What is required: Go through the lines below and tally each one holding "Πλαταιών". Write only the total.

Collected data
* * *

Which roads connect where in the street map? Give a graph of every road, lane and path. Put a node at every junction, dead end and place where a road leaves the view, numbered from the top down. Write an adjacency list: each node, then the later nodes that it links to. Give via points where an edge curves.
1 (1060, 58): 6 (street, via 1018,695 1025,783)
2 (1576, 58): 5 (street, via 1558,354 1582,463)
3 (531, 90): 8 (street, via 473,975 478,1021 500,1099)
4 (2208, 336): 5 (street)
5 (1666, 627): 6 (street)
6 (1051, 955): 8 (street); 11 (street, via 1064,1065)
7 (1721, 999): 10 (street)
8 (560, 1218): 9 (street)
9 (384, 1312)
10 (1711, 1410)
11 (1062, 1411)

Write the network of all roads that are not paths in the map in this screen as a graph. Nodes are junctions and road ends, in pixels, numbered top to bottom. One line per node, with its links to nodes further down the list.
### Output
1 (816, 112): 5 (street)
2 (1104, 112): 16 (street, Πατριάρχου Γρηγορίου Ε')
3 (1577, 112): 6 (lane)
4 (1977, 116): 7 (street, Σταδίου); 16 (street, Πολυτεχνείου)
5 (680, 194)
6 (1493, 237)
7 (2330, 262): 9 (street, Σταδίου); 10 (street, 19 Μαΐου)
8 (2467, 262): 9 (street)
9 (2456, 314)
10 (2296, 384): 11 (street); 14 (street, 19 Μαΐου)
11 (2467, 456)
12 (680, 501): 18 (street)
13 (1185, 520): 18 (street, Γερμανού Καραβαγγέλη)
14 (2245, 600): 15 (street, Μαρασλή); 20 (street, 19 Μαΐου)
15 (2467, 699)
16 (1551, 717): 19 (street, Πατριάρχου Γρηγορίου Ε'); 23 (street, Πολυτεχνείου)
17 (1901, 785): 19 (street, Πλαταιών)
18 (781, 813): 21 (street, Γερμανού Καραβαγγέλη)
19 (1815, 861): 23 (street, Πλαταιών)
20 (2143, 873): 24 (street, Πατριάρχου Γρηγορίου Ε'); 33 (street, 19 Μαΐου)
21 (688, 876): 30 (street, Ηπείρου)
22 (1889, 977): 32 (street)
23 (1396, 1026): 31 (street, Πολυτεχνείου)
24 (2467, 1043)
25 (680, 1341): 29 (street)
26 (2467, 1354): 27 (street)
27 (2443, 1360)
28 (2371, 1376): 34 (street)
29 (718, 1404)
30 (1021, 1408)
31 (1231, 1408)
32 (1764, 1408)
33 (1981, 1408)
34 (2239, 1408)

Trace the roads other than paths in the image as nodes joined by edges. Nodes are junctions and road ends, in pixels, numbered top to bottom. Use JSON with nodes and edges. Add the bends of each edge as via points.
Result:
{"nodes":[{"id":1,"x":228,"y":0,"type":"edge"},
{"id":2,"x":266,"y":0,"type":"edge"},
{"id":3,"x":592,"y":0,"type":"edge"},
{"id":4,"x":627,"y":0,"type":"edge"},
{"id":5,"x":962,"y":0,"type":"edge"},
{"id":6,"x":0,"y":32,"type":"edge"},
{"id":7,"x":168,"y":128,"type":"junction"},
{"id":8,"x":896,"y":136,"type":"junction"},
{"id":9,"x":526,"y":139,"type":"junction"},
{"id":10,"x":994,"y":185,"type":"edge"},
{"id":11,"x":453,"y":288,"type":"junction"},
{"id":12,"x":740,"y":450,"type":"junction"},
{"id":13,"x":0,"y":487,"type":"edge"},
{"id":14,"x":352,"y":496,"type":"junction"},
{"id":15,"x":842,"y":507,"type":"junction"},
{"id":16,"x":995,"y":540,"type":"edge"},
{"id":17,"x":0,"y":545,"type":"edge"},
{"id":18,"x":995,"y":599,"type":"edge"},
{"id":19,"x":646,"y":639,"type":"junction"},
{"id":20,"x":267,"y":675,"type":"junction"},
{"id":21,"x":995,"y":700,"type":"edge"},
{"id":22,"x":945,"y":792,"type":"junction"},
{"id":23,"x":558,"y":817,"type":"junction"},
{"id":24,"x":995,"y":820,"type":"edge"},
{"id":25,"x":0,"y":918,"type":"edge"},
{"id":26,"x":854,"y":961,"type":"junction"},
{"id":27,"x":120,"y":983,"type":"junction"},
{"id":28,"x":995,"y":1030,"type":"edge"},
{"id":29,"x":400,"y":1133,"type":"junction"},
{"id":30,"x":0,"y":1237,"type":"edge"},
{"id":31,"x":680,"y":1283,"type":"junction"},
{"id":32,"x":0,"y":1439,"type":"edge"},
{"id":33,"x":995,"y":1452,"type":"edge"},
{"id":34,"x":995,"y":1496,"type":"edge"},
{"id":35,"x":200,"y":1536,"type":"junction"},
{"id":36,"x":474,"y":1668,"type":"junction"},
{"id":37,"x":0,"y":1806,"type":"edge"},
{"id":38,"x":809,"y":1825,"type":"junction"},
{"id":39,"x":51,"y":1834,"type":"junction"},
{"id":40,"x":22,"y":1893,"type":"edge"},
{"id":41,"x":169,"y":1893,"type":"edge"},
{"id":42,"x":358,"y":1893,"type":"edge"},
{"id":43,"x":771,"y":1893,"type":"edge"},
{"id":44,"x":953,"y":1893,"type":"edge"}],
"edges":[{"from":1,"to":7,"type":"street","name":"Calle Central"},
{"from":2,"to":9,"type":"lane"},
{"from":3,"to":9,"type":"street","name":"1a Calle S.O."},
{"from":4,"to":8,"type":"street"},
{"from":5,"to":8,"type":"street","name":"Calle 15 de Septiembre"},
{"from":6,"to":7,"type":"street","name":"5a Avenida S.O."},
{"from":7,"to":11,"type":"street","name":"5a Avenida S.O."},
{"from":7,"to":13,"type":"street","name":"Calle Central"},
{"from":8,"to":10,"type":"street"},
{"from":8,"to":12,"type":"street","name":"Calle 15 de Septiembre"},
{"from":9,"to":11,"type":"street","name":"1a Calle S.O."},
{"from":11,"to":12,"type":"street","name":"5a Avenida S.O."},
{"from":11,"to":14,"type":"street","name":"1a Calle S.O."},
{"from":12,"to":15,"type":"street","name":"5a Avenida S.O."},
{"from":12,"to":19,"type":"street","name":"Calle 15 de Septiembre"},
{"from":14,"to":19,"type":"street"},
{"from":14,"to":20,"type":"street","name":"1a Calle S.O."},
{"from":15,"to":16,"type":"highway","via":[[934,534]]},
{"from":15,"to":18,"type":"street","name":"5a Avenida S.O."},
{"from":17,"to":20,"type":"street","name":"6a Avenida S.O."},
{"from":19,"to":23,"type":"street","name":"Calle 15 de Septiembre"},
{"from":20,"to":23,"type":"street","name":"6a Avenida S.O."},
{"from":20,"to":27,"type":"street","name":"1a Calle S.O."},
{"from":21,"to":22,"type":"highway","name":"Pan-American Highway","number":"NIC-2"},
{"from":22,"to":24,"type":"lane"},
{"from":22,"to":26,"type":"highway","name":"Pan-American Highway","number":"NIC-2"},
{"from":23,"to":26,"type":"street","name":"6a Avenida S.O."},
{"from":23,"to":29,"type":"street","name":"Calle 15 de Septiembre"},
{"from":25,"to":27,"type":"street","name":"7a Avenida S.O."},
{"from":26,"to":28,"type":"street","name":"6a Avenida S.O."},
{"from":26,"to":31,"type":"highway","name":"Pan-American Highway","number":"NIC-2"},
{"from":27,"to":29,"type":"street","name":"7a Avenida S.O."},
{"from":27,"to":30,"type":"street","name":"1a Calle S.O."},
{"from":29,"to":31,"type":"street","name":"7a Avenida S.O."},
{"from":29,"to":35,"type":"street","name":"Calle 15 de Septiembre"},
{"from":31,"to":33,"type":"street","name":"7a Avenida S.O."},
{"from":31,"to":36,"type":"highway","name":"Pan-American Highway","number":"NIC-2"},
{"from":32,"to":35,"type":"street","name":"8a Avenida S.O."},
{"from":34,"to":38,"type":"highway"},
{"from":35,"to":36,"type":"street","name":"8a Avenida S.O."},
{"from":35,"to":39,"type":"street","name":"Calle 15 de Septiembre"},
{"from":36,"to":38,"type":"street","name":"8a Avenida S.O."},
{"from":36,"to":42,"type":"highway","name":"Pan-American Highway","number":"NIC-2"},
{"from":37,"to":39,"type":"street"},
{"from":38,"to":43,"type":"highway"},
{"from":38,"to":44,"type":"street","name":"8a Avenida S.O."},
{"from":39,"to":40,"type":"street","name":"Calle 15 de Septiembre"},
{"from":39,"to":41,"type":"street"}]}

* * *

Solution to the exercise: 2